Another important aspect of the gigawatt factory is the production of heat and oxygen which are potentially valuable 'by-products' of the water electrolysis. The technical design of the factory should take into account the capturing and delivery of hydrogen, heat and oxygen in a way that goes hand in hand with the operational strategy of the large-scale facility.
The ultimate goal of the project is to achieve an optimal design at minimal cost. With the current state of technology and current market prices, the investment for a GW electrolysis plant would amount to about one billion euros. The partners in the Gigawatt Electrolyser project aim for a design that reduces this amount three- or fourfold. Bringing the cost back to around 350 million euros for a GW electrolysis plant, would give rise to a competitive alternative for the conventional 'fossil' hydrogen technology.
An important project aim is to determine how the cost of electrolysers and components can decrease as a result of the scaling up of the electrolysis technology. This entails a study of the expected learning effects in the manufacturing industry which might be comparable to those that have led to cost reductions in wind and solar energy equipment. The project is expected to stimulate innovation in the field of electrolysis technology, thus creating opportunities for the Dutch manufacturing industry in the production of electrolyser modules and components.
The ambition of the Gigawatt Electrolyser project goes beyond the drafting of a conceptual design. The next step is to assess how an industrial GW electrolysis plant can be fitted into an industrial environment, and how a specific environment affects the cost of the plant. In the next project phase that is currently under development, case studies will be carried out in collaboration with industry.

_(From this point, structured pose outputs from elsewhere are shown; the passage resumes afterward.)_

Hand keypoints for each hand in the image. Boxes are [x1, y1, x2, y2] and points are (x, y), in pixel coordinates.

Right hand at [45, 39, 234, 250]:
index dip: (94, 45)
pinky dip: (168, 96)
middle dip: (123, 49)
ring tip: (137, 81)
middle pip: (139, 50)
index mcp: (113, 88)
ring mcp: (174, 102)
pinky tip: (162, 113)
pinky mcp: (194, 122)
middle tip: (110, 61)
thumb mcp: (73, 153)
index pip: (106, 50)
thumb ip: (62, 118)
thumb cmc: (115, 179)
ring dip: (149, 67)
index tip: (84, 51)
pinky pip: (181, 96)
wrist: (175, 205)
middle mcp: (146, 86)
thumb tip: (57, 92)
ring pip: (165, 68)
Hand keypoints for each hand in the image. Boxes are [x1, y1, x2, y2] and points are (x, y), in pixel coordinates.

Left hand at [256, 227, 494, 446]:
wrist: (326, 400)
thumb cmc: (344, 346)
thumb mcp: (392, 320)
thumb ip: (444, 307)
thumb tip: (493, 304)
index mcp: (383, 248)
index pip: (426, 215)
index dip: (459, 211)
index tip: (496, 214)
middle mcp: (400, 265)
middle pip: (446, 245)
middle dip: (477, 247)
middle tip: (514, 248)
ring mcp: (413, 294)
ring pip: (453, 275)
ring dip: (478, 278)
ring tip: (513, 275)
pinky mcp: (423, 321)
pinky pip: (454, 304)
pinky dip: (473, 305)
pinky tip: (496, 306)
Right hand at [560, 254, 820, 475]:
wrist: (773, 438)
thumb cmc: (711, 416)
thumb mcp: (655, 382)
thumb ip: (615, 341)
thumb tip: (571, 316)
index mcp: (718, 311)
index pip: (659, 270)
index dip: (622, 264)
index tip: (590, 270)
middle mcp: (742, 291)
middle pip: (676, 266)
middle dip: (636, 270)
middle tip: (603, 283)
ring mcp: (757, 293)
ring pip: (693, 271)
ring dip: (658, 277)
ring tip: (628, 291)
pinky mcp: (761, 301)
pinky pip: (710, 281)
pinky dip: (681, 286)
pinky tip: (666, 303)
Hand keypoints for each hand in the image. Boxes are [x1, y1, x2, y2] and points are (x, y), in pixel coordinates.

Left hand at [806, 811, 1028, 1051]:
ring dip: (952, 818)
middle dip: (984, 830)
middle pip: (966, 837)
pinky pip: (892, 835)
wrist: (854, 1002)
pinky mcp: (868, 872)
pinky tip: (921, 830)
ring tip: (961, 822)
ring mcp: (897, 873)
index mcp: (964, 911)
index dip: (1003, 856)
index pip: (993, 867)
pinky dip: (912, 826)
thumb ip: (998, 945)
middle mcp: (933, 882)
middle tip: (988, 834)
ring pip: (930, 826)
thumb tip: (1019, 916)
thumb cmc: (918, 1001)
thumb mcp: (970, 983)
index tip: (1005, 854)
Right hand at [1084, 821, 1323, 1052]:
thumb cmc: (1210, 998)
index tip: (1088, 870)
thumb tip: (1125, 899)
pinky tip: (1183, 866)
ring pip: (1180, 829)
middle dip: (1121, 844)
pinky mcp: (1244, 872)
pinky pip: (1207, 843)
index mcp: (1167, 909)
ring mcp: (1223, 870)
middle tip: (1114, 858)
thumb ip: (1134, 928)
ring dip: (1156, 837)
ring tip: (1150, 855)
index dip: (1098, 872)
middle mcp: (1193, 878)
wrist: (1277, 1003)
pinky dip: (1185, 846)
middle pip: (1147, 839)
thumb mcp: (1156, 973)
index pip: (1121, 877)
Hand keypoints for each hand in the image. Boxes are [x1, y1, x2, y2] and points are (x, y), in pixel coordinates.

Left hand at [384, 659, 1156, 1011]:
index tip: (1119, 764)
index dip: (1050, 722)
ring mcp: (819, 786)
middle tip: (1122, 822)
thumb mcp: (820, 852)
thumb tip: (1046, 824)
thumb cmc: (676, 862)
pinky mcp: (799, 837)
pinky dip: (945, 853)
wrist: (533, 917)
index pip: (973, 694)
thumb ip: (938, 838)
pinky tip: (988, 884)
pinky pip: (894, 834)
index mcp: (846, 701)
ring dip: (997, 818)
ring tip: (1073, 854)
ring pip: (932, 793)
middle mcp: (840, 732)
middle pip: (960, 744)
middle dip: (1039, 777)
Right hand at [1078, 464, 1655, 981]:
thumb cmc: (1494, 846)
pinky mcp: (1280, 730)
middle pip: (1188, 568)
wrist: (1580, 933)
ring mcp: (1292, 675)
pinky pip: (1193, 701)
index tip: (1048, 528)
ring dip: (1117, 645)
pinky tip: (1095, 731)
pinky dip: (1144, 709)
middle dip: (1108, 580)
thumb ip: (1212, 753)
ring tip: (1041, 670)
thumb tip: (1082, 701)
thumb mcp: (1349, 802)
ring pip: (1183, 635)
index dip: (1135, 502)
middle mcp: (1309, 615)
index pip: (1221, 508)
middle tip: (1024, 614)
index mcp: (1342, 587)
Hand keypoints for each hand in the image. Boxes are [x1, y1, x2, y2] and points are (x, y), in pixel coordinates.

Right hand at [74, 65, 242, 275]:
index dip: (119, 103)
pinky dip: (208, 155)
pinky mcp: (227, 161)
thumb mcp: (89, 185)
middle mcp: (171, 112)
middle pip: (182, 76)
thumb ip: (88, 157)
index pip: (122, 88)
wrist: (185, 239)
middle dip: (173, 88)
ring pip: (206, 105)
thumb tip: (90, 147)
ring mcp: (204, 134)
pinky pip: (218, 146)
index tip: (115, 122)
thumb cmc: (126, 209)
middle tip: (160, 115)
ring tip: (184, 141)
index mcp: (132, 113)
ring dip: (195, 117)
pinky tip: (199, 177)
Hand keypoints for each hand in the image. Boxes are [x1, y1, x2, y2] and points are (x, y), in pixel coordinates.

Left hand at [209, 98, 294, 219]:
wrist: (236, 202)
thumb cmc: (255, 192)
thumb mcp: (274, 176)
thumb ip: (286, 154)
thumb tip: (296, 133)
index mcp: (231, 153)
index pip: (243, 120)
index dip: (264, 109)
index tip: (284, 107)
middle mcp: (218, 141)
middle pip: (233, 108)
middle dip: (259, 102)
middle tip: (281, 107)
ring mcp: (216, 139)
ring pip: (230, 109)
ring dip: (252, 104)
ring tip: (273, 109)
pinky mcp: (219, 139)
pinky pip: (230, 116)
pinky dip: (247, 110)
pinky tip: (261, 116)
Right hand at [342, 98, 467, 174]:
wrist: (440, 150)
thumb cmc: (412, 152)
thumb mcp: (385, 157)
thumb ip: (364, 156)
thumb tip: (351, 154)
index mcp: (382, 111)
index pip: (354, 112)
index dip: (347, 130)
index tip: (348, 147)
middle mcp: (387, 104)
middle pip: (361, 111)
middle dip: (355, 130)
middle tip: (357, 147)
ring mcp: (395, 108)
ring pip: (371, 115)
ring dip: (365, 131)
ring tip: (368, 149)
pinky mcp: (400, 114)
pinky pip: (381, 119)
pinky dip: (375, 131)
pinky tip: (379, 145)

The focus is on the industrial regions around Vlissingen-Terneuzen-Gent, Rotterdam, Amsterdam, Delfzijl and Geleen. The project is in line with the ambitions and objectives set out in the climate agreements drafted for these regions. Important partners in this next phase of the project include Deltalinqs, Port of Rotterdam, Groningen Seaports, North Sea Port, Port of Amsterdam, the Provinces of Groningen and North and South Holland, Stedin, Smart Delta Resources, USG / Chemelot and Tata Steel.
Energy in transition
The Port of Rotterdam Authority is committed to combating climate change and wants to play a leading role in the global energy transition. The reduction of CO2 emissions and efficient use of raw and residual materials are important tasks for the Port Authority.